2019 also saw the US Dollar rise on the forex market, making this only the 3rd year since 2000 that gold, the Dollar and US equities all rose together.
So too did the price of US and all other major government bonds, driving longer-term interest rates down.
It was in fact the first year since 1971 that all major US investment classes outperformed inflation, including cash in the bank.
Gold’s London PM benchmark averaged $1392 per ounce in 2019, up 9.7% from last year’s daily average with the strongest rise since 2011 at a price sharply above most analysts’ forecasts.
Having been $50 per ounce too bullish for 2018, the average 2019 price predicted by analysts entering January’s forecast competition from the London Bullion Market Association turned out to be $80 shy of the final result.
“The bad news for gold [was] largely priced in,” reckoned Rhona O’Connell, now at brokerage INTL FC Stone, forecasting $1365 per ounce for 2019 – the joint-closest forecast with René Hochreiter at Johannesburg-based Sieberana Research.
“Continued economic uncertainty and news of renewed and sustained central bank interest are all underpinning factors,” O’Connell predicted.
Thanks to the Dollar rising as US gold prices also gained, 2019 saw new all-time record highs for bullion in terms of the Euro, British Pound, Indian Rupee, Canadian and Australian Dollars, and many other major currencies.
Together with gold priced in all those currencies, Tuesday’s final price for 2019 also marked the highest New Year’s gold price ever in terms of all other major moneys, including the China Yuan and Japanese Yen.
2019 saw the market capitalization of listed equities rise $17 trillion to set a new all-time record, according to one bank’s analysis.
Global debt is also “on track” for a new record in 2019, according to the Institute of International Finance, ” spurred by looser financial conditions” – led by the US Federal Reserve’s switch to cutting interest rates despite near record-low unemployment, and then restarting asset purchases after “losing control” of the money markets this summer – and driven by borrowing in China and the US.

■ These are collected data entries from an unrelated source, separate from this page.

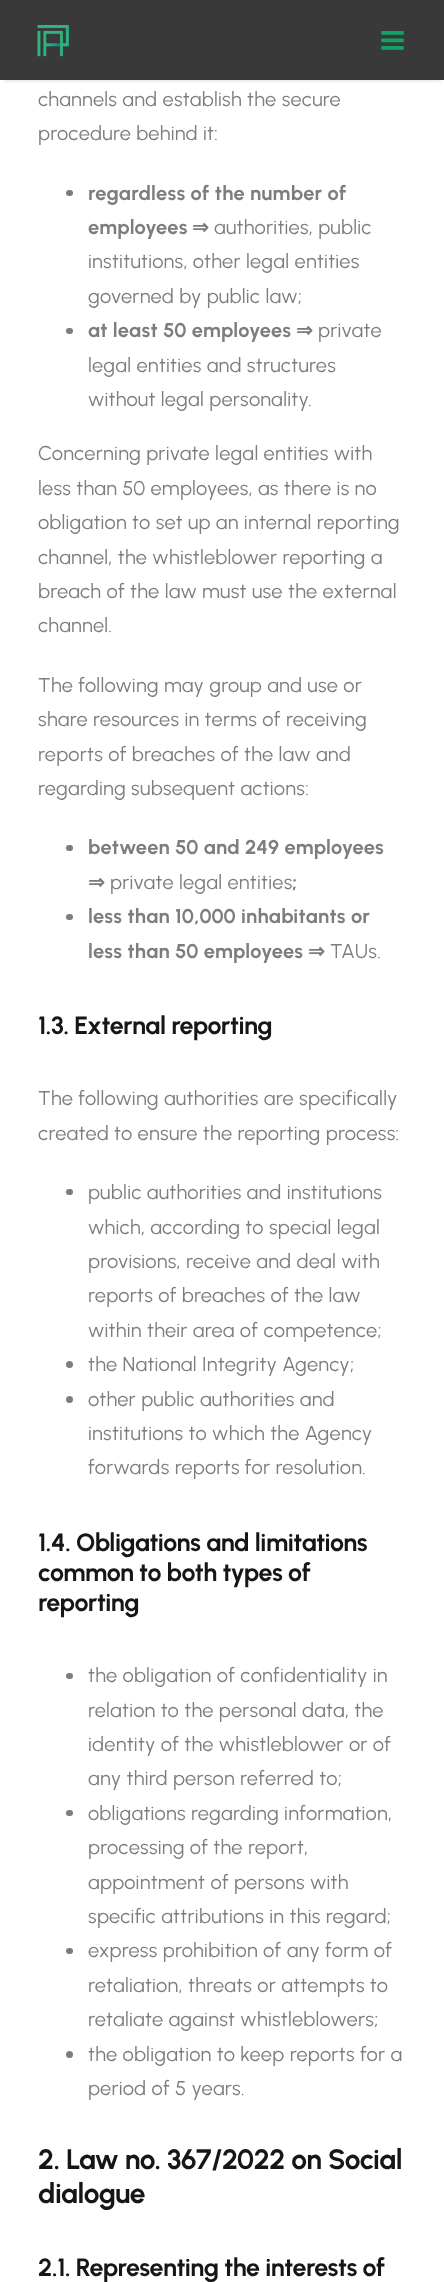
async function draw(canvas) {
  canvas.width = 444;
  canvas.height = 2282;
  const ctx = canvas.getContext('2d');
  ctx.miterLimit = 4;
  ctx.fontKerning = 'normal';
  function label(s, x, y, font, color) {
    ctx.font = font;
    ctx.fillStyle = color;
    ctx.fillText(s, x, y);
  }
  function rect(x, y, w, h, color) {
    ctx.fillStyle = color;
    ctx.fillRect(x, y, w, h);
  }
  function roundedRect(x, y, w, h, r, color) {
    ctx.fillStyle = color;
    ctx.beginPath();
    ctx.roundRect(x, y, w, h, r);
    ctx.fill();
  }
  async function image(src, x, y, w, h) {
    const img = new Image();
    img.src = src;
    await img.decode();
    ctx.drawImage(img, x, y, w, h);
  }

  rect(0, 0, 444, 2282, '#fff');
  rect(0, 0, 444, 80, '#393939');
  ctx.save();
  ctx.beginPath();
  ctx.rect(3, 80, 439, 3);
  ctx.clip();
  ctx.fillStyle = '#0000001f';
  ctx.filter = 'blur(2px)';
  ctx.beginPath();
  ctx.rect(4, 9, 437, 72);
  ctx.fill();
  ctx.filter = 'none';
  ctx.restore();
  await image('assets/img1.png', 37, 25, 32, 32);
  await image('assets/img2.png', 381, 31, 23, 19);
  ctx.letterSpacing = '0.3px';
  label('channels and establish the secure', 38, 106, '20px Urbanist', '#7d7d7d');
  label('procedure behind it:', 38, 140, '20px Urbanist', '#7d7d7d');
  roundedRect(66, 190, 7, 6, 3, '#7d7d7d');
  label('regardless of the number of', 88, 200, 'bold 20px Urbanist', '#7d7d7d');
  label('employees', 88, 234, 'bold 20px Urbanist', '#7d7d7d');
  label('⇒', 192, 234, 'bold 20px DejaVu Sans', '#7d7d7d');
  label('authorities, public', 214, 234, '20px Urbanist', '#7d7d7d');
  label('institutions, other legal entities', 88, 268, '20px Urbanist', '#7d7d7d');
  label('governed by public law;', 88, 303, '20px Urbanist', '#7d7d7d');
  roundedRect(66, 328, 7, 6, 3, '#7d7d7d');
  label('at least 50 employees', 88, 337, 'bold 20px Urbanist', '#7d7d7d');
  label('⇒', 296, 337, 'bold 20px DejaVu Sans', '#7d7d7d');
  label('private', 318, 337, '20px Urbanist', '#7d7d7d');
  label('legal entities and structures', 88, 372, '20px Urbanist', '#7d7d7d');
  label('without legal personality.', 88, 406, '20px Urbanist', '#7d7d7d');
  label('Concerning private legal entities with', 38, 460, '20px Urbanist', '#7d7d7d');
  label('less than 50 employees, as there is no', 38, 495, '20px Urbanist', '#7d7d7d');
  label('obligation to set up an internal reporting', 38, 529, '20px Urbanist', '#7d7d7d');
  label('channel, the whistleblower reporting a', 38, 564, '20px Urbanist', '#7d7d7d');
  label('breach of the law must use the external', 38, 598, '20px Urbanist', '#7d7d7d');
  label('channel.', 38, 632, '20px Urbanist', '#7d7d7d');
  label('The following may group and use or', 38, 692, '20px Urbanist', '#7d7d7d');
  label('share resources in terms of receiving', 38, 726, '20px Urbanist', '#7d7d7d');
  label('reports of breaches of the law and', 38, 761, '20px Urbanist', '#7d7d7d');
  label('regarding subsequent actions:', 38, 795, '20px Urbanist', '#7d7d7d');
  roundedRect(66, 845, 7, 6, 3, '#7d7d7d');
  label('between 50 and 249 employees', 88, 854, 'bold 20px Urbanist', '#7d7d7d');
  label('⇒', 88, 889, 'bold 20px DejaVu Sans', '#7d7d7d');
  label('private legal entities', 110, 889, '20px Urbanist', '#7d7d7d');
  label(';', 292, 889, 'bold 20px Urbanist', '#7d7d7d');
  roundedRect(66, 914, 7, 6, 3, '#7d7d7d');
  label('less than 10,000 inhabitants or', 88, 923, 'bold 20px Urbanist', '#7d7d7d');
  label('less than 50 employees', 88, 958, 'bold 20px Urbanist', '#7d7d7d');
  label('⇒', 308, 958, 'bold 20px DejaVu Sans', '#7d7d7d');
  label('TAUs.', 330, 958, '20px Urbanist', '#7d7d7d');
  ctx.letterSpacing = '-0.4px';
  label('1.3. External reporting', 38, 1034, 'bold 25px Urbanist', '#141617');
  ctx.letterSpacing = '0.3px';
  label('The following authorities are specifically', 38, 1105, '20px Urbanist', '#7d7d7d');
  label('created to ensure the reporting process:', 38, 1140, '20px Urbanist', '#7d7d7d');
  roundedRect(66, 1189, 7, 6, 3, '#7d7d7d');
  label('public authorities and institutions', 88, 1199, '20px Urbanist', '#7d7d7d');
  label('which, according to special legal', 88, 1234, '20px Urbanist', '#7d7d7d');
  label('provisions, receive and deal with', 88, 1268, '20px Urbanist', '#7d7d7d');
  label('reports of breaches of the law', 88, 1302, '20px Urbanist', '#7d7d7d');
  label('within their area of competence;', 88, 1337, '20px Urbanist', '#7d7d7d');
  ctx.beginPath();
  ctx.arc(69.5, 1364.5, 3.5, 0, 2 * Math.PI);
  ctx.fill();
  label('the National Integrity Agency;', 88, 1371, '20px Urbanist', '#7d7d7d');
  ctx.beginPath();
  ctx.arc(69.5, 1399.5, 3.5, 0, 2 * Math.PI);
  ctx.fill();
  label('other public authorities and', 88, 1406, '20px Urbanist', '#7d7d7d');
  label('institutions to which the Agency', 88, 1440, '20px Urbanist', '#7d7d7d');
  label('forwards reports for resolution.', 88, 1474, '20px Urbanist', '#7d7d7d');
  ctx.letterSpacing = '-0.4px';
  label('1.4. Obligations and limitations', 38, 1551, 'bold 25px Urbanist', '#141617');
  label('common to both types of', 38, 1581, 'bold 25px Urbanist', '#141617');
  label('reporting', 38, 1611, 'bold 25px Urbanist', '#141617');
  roundedRect(66, 1673, 7, 6, 3, '#7d7d7d');
  ctx.letterSpacing = '0.3px';
  label('the obligation of confidentiality in', 88, 1682, '20px Urbanist', '#7d7d7d');
  label('relation to the personal data, the', 88, 1717, '20px Urbanist', '#7d7d7d');
  label('identity of the whistleblower or of', 88, 1751, '20px Urbanist', '#7d7d7d');
  label('any third person referred to;', 88, 1785, '20px Urbanist', '#7d7d7d');
  roundedRect(66, 1810, 7, 6, 3, '#7d7d7d');
  label('obligations regarding information,', 88, 1820, '20px Urbanist', '#7d7d7d');
  label('processing of the report,', 88, 1854, '20px Urbanist', '#7d7d7d');
  label('appointment of persons with', 88, 1889, '20px Urbanist', '#7d7d7d');
  label('specific attributions in this regard;', 88, 1923, '20px Urbanist', '#7d7d7d');
  roundedRect(66, 1948, 7, 6, 3, '#7d7d7d');
  label('express prohibition of any form of', 88, 1957, '20px Urbanist', '#7d7d7d');
  label('retaliation, threats or attempts to', 88, 1992, '20px Urbanist', '#7d7d7d');
  label('retaliate against whistleblowers;', 88, 2026, '20px Urbanist', '#7d7d7d');
  ctx.beginPath();
  ctx.arc(69.5, 2054.5, 3.5, 0, 2 * Math.PI);
  ctx.fill();
  label('the obligation to keep reports for a', 88, 2061, '20px Urbanist', '#7d7d7d');
  label('period of 5 years.', 88, 2095, '20px Urbanist', '#7d7d7d');
  ctx.letterSpacing = '-0.4px';
  label('2. Law no. 367/2022 on Social', 38, 2169, 'bold 28.1px Urbanist', '#141617');
  label('dialogue', 38, 2203, 'bold 28.1px Urbanist', '#141617');
  label('2.1. Representing the interests of', 38, 2276, 'bold 25px Urbanist', '#141617');
}

draw(document.querySelector('canvas'));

Coupled with weaker economic and household income growth in India, plus a surprise hike in bullion import duty, this year’s rise in world gold prices badly hurt jewelry demand in the metal’s No.2 consumer market, while the authorities in No.1 consumer China restricted bullion imports earlier in 2019 to try and stem capital outflows from the Yuan.
Central banks in contrast remained very heavy buyers – albeit at a slower pace than 2018’s half-century record – while gold-backed ETF investment funds saw their 2nd heaviest inflows of the decade.
Swelling by some 460 tonnes of bullion this year, gold ETFs as a group worldwide have grown by some 1,000 tonnes since end-2009 according to data compiled by the mining industry’s World Gold Council.
That’s less one-third of one year’s annual global gold mining output, itself set for yet another all-time record as so-called ‘artisanal’ and often illegal small-scale mining output grows rapidly in South America and sub-Saharan Africa, offsetting a long-term slowdown among the biggest Western majors.
Speculators trading Comex gold futures and options meantime placed record bullish bets on bullion prices rising further when this summer’s dash into ‘safe haven” assets saw a record $17 trillion of tradable debt priced so highly that it offered new buyers a negative yield.
Euro gold prices ended 2019 at €1358, gaining 21.3% from last New Year’s Eve, while the UK gold price in Pounds per ounce traded at £1157 on Tuesday morning, up 15.1% for the year ahead of the UK’s January 2020 Brexit from the European Union.